Hiergegen ist aus verfassungsrechtlicher Sicht nichts zu erinnern (vgl. BVerfGK 9, 174 <196>; 16, 22 <27>; BVerfG, Beschluss der 3. Kammer des Zweiten Senats vom 1. März 2000 – 2 BvR 2017/94, 2 BvR 2039/94 -, Rn. 10 f.; Beschluss der 3. Kammer des Zweiten Senats vom 30. Juni 2005 – 2 BvR 1502/04 -, Rn. 8). Auch wenn die Strafprozessordnung nicht auf Wahrheitserforschung „um jeden Preis“ gerichtet ist, schränkt die Annahme eines Verwertungsverbots eines der wesentlichen Prinzipien des Strafverfahrensrechts ein, nämlich den Grundsatz, dass das Gericht die Wahrheit zu erforschen hat und dazu die Beweisaufnahme von Amts wegen auf alle Tatsachen und Beweismittel zu erstrecken hat, die von Bedeutung sind (vgl. BVerfGK 18, 193 <203>). Der Rechtsstaat kann sich nur verwirklichen, wenn ausreichende Vorkehrungen dafür getroffen sind, dass Straftäter im Rahmen der geltenden Gesetze verfolgt, abgeurteilt und einer gerechten Bestrafung zugeführt werden (vgl. BVerfGE 33, 367 <383>; 46, 214 <222>; 122, 248 <272 f.>; stRspr). Ein Beweisverwertungsverbot ist von Verfassungs wegen aber zumindest bei schwerwiegenden, bewussten oder willkürlichen Verfahrensverstößen, bei denen die grundrechtlichen Sicherungen planmäßig oder systematisch außer Acht gelassen worden sind, geboten (vgl. BVerfGE 113, 29 <61>; BVerfGK 18, 444 <449>; BVerfG, Beschluss der 2. Kammer des Zweiten Senats vom 15. Juli 1998 – 2 BvR 446/98 -, Rn. 14; Beschluss der 1. Kammer des Zweiten Senats vom 16. März 2006 – 2 BvR 954/02 -, Rn. 26 f.). Ein absolutes Beweisverwertungsverbot unmittelbar aus den Grundrechten hat das Bundesverfassungsgericht nur in den Fällen anerkannt, in denen der absolute Kernbereich privater Lebensgestaltung berührt ist (vgl. BVerfGE 34, 238 <245 f.>; 80, 367 <374 f.>; 109, 279 <324>).
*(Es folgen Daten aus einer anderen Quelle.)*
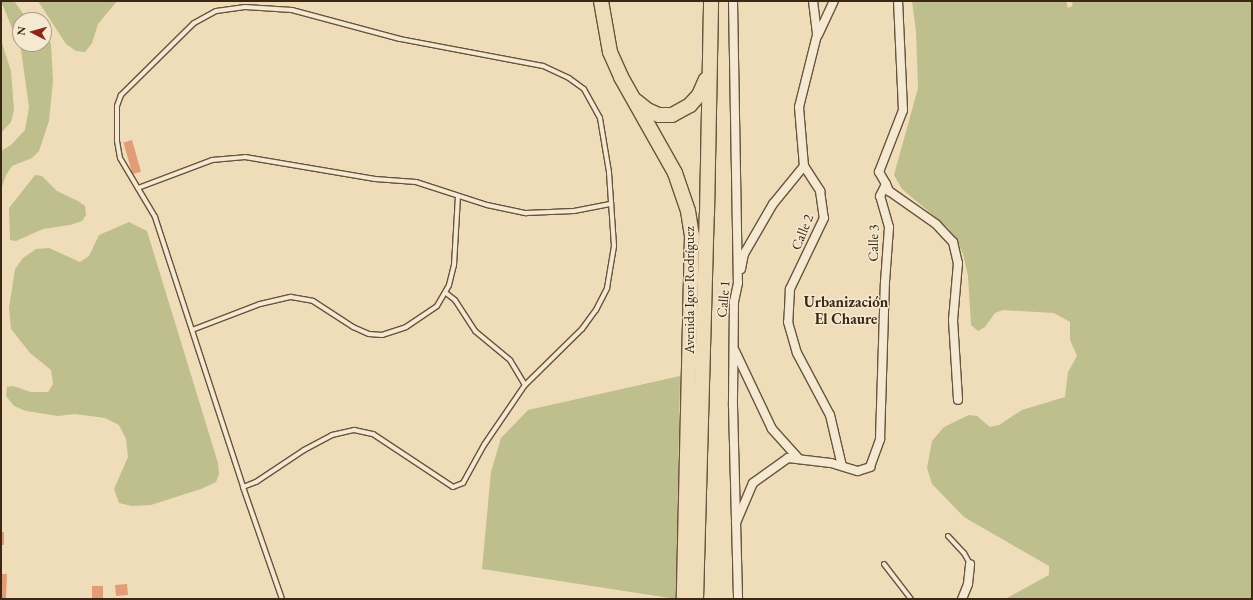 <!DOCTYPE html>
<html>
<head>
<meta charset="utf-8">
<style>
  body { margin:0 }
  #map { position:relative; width:1253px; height:600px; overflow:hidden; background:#efddba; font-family:"EB Garamond",serif }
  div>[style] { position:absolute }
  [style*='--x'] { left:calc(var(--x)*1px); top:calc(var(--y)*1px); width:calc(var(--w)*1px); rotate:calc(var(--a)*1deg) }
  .green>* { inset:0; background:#bebf8c }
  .building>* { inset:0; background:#e29c77; transform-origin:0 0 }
  .roads { filter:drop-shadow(1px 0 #68543d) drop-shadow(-1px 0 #68543d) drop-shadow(0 1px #68543d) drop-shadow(0 -1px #68543d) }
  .lane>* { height:4px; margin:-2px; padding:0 2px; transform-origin:2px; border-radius:2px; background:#f5e9d2 }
  .street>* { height:8px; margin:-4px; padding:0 4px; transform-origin:4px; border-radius:4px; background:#f5e9d2 }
  .highway>* { height:14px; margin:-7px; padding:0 7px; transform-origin:7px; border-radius:7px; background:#efddba }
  span { translate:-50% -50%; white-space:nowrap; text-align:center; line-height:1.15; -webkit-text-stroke:3px #f5e9d2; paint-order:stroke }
  .street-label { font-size:14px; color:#3b2713 }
  .neighbourhood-label { font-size:15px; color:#3b2713; font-weight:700 }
  .frame { position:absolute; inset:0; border:2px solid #3b2713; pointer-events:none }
  .north { position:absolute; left:12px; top:12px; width:40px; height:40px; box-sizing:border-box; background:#f5e9d2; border:1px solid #ab9b86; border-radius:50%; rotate:276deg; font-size:11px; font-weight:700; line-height:16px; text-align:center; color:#3b2713 }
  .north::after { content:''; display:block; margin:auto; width:14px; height:18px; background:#8f2418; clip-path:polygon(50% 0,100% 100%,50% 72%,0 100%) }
</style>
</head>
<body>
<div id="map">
  <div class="green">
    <div style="clip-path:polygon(1px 1px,14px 1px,28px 20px,20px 20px,20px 44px,44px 44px,44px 33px,46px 34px,51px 44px,53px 81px,49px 121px,39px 151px,32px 158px,12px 166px,6px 175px,1px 190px,1px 151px,11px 145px,25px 130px,29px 107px,21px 50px)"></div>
    <div style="clip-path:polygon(38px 1px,117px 1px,98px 24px,92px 43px,85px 52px,76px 51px,66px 44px)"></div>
    <div style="clip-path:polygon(912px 1px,1066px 1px,1068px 8px,1072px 6px,1073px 1px,1252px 1px,1252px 599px,1005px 599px,1049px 575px,1049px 566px,964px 517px,932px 484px,927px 468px,932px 441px,944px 427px,969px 415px,977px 416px,990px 427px,999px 425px,1022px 410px,1065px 397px,1068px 372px,1077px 356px,1070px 340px,1070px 322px,1054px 313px,1003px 310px,995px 313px,985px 327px,978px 331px,971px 325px,968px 276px,963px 254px,957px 241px,948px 228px,902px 189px,894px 175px,918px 88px,916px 32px)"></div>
    <div style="clip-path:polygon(1px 40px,11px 71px,14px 110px,11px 122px,1px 133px)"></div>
    <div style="clip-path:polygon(35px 175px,42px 176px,57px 191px,78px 201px,85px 206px,86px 215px,82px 221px,70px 225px,43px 229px,16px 241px,10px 240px,9px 208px)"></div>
    <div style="clip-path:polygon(129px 222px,147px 231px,218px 463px,219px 474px,216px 482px,201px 489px,151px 505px,132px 506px,119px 503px,114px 489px,128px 457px,126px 439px,119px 425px,105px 418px,75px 414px,58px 416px,26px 411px,14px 406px,6px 396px,7px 387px,13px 386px,31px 392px,48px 392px,53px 384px,51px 370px,30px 353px,11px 329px,9px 308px,15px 269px,23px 258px,36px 249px,49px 248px,80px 262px,89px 256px,99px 235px)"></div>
    <div style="clip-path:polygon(680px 376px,676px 599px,482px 569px,491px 472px,501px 438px,528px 410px)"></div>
  </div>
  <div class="building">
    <div style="left:132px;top:140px;width:33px;height:9px;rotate:74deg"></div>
    <div style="left:1px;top:532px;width:3px;height:13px"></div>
    <div style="clip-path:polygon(1px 574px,7px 574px,6px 599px,1px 599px)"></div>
    <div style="left:127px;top:584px;width:11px;height:12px;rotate:85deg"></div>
    <div style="left:92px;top:586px;width:11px;height:12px"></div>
  </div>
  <div class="roads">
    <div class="lane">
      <div style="--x:138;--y:188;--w:79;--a:-20.7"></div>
      <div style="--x:212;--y:160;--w:33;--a:-5"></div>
      <div style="--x:245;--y:157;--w:132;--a:9.6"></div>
      <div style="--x:375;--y:179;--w:41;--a:4.2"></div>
      <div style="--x:416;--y:182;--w:75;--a:17.9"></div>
      <div style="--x:487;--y:205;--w:40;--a:12"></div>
      <div style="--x:526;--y:213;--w:48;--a:-2.4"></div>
      <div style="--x:574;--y:211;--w:38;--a:-11"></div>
      <div style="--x:446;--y:293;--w:11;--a:38"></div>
      <div style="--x:455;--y:300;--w:37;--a:57"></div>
      <div style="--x:475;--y:331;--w:45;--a:39.6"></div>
      <div style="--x:510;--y:360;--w:29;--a:59"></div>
      <div style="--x:192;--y:330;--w:73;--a:-20.9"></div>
      <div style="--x:260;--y:304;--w:32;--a:-13"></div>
      <div style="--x:291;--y:297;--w:22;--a:10"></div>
      <div style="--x:313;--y:301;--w:48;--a:33"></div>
      <div style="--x:353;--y:327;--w:17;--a:24"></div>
      <div style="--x:369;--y:334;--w:13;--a:4"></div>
      <div style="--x:382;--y:335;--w:25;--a:-18"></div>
      <div style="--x:406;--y:327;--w:37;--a:-34"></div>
      <div style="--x:437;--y:306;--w:24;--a:-60"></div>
      <div style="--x:449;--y:285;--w:21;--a:-76"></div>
      <div style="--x:454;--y:265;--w:69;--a:-86.7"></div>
      <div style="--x:243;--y:487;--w:14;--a:-21"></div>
      <div style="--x:256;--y:482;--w:58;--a:-33.7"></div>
      <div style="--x:304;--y:450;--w:32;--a:-28"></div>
      <div style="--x:332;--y:435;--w:23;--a:-13"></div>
      <div style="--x:354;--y:430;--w:19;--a:12"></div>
      <div style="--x:373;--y:434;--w:96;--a:33.5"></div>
      <div style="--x:453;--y:487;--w:11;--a:-22"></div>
      <div style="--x:463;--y:483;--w:43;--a:-61.1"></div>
      <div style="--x:484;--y:445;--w:73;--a:-55.7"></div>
      <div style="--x:525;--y:385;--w:80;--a:-44.5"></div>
      <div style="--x:582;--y:329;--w:24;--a:-54"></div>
      <div style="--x:596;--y:310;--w:25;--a:-63"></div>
      <div style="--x:607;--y:288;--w:43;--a:-80.5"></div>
      <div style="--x:614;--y:246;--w:74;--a:-93.9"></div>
      <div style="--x:609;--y:172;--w:55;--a:-99.5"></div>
      <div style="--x:600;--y:118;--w:33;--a:-119"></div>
      <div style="--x:584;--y:89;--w:19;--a:-144"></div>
      <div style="--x:569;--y:78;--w:29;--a:-155"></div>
      <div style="--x:543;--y:66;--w:146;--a:-169.3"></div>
      <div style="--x:400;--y:39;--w:112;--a:-165"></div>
      <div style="--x:292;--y:10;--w:47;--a:-176.3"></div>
      <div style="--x:245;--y:7;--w:29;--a:172"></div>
      <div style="--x:216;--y:11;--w:25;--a:151"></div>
      <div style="--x:194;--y:23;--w:103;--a:135.4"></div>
      <div style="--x:121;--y:95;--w:12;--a:110"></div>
      <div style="--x:117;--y:106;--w:35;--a:90"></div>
      <div style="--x:117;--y:141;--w:17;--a:80"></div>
      <div style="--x:120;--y:158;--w:69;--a:59.3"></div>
      <div style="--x:155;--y:217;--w:284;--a:71.9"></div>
      <div style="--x:243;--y:487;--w:119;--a:70.8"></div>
      <div style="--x:948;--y:536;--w:23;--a:47"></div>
      <div style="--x:964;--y:553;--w:13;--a:61"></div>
      <div style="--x:884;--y:564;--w:44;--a:52.4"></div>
    </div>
    <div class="street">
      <div style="--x:733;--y:1;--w:282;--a:89"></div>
      <div style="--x:738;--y:283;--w:19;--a:102"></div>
      <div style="--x:734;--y:302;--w:104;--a:90.6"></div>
      <div style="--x:733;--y:406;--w:193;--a:88.5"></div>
      <div style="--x:813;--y:1;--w:34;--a:83"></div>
      <div style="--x:817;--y:35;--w:74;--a:104"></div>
      <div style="--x:799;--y:107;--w:59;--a:85.2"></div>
      <div style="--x:804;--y:166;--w:30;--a:57"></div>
      <div style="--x:820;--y:191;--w:27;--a:82"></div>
      <div style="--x:824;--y:218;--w:79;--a:115.6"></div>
      <div style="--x:790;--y:289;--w:33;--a:93"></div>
      <div style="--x:788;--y:322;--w:32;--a:74"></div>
      <div style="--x:797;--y:353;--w:70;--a:62"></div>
      <div style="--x:830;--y:415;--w:52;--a:76.8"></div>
      <div style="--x:818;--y:35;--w:38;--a:-65"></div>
      <div style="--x:886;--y:184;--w:8;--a:67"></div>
      <div style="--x:889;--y:191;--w:57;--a:35.1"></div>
      <div style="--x:936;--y:224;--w:25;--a:47"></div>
      <div style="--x:953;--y:242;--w:22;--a:77"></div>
      <div style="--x:958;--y:263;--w:57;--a:95"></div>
      <div style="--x:953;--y:320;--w:80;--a:86.4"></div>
      <div style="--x:741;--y:269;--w:15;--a:-79"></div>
      <div style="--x:744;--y:254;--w:58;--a:-59.9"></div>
      <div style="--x:773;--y:204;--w:49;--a:-50.8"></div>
      <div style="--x:735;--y:351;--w:86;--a:64.6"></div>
      <div style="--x:772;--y:429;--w:40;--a:48"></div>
      <div style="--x:736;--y:523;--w:43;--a:-67"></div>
      <div style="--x:753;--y:483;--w:43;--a:-35.5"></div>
      <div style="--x:788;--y:458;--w:43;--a:6.6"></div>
      <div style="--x:831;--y:463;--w:28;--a:17"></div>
      <div style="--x:858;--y:471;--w:13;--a:-18"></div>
      <div style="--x:870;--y:467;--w:30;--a:-70"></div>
      <div style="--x:880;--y:439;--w:157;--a:-88.2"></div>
      <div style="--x:885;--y:282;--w:55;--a:-85.8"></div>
      <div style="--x:889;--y:227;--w:32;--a:-106"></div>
      <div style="--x:880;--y:196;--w:13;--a:-63"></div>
      <div style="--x:886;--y:184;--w:14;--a:-120"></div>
      <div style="--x:879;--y:172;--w:66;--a:-68.8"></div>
      <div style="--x:903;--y:110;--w:109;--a:-92.6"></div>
      <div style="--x:962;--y:599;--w:16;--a:-68"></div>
      <div style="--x:968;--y:584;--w:20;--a:-84"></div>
    </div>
    <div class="highway">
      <div style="--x:601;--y:1;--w:52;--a:80"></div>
      <div style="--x:610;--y:52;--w:27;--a:66"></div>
      <div style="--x:621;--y:77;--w:110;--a:60.6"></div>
      <div style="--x:675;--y:173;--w:40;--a:71.1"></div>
      <div style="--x:688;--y:211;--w:24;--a:81"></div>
      <div style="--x:692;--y:235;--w:364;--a:91.3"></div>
      <div style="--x:636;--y:101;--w:14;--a:39"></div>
      <div style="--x:647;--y:110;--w:13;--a:23"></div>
      <div style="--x:659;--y:115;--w:13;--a:0"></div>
      <div style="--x:672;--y:115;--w:21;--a:-29"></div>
      <div style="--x:690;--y:105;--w:13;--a:-48"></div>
      <div style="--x:699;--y:95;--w:17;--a:-66"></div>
      <div style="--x:696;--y:599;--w:385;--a:-88.4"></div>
      <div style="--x:707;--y:214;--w:213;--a:-88.9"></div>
    </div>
  </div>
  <div class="street-label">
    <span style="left:802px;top:232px;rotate:-68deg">Calle 2</span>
    <span style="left:873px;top:243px;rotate:-89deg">Calle 3</span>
    <span style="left:689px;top:290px;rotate:-90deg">Avenida Igor Rodríguez</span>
    <span style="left:723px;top:299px;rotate:-85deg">Calle 1</span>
  </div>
  <div class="neighbourhood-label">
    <span style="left:846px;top:310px">Urbanización<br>El Chaure</span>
  </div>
  <div class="frame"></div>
  <div class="north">N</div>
</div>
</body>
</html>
bb) Die Würdigung des Bundesgerichtshofs im angegriffenen Beschluss, wonach die EncroChat-Daten keinem aus einem Verfahrensfehler abgeleiteten Beweisverwertungsverbot unterliegen, ist nach diesen Maßstäben verfassungsrechtlich nicht zu beanstanden. Informationen aus dem Kernbereich privater Lebensgestaltung wurden im Urteil des Landgerichts nicht verwertet. Dass der Bundesgerichtshof die Verwertung der Informationen, deren Erhebung im Ausland den wesentlichen rechtsstaatlichen Grundsätzen im Sinne des deutschen und europäischen ordre public (vgl. Gleß/Wahl/Zimmermann, in: Schomburg/Lagodny, Internationale Rechtshilfe in Strafsachen, 6. Aufl. 2020, § 73 IRG Rn. 1 ff. mit umfassenden weiteren Nachweisen) nicht widerspricht, vor dem Hintergrund der von ihm vorgenommenen Abwägung der widerstreitenden Interessen davon abhängig macht, ob die Voraussetzungen der – nicht unmittelbar anwendbaren – § 100e Abs. 6, § 100b Abs. 2 Nr. 5 Buchstabe b StPO vorliegen, und dabei auf eine Betrachtung zum Verwertungszeitpunkt abstellt, begegnet keinen verfassungsrechtlichen Bedenken; der Bundesgerichtshof unterschreitet damit das verfassungsrechtlich unter dem Gesichtspunkt der Verhältnismäßigkeit Gebotene jedenfalls nicht. Auch gegen die Annahme des Bundesgerichtshofs, die durch französische Behörden durchgeführte Beweiserhebung habe auch nicht gegen wesentliche rechtsstaatliche Grundsätze im Sinne des nationalen und europäischen ordre public verstoßen, ist auf der Grundlage des von ihm festgestellten Sachverhalts von Verfassungs wegen nichts zu erinnern.“

Ich denke, damit dürfte die Diskussion um EncroChat und vergleichbare Messengerdienste allmählich zum Ende kommen. Besser wäre wahrscheinlich die Formulierung: „…. sollte….“.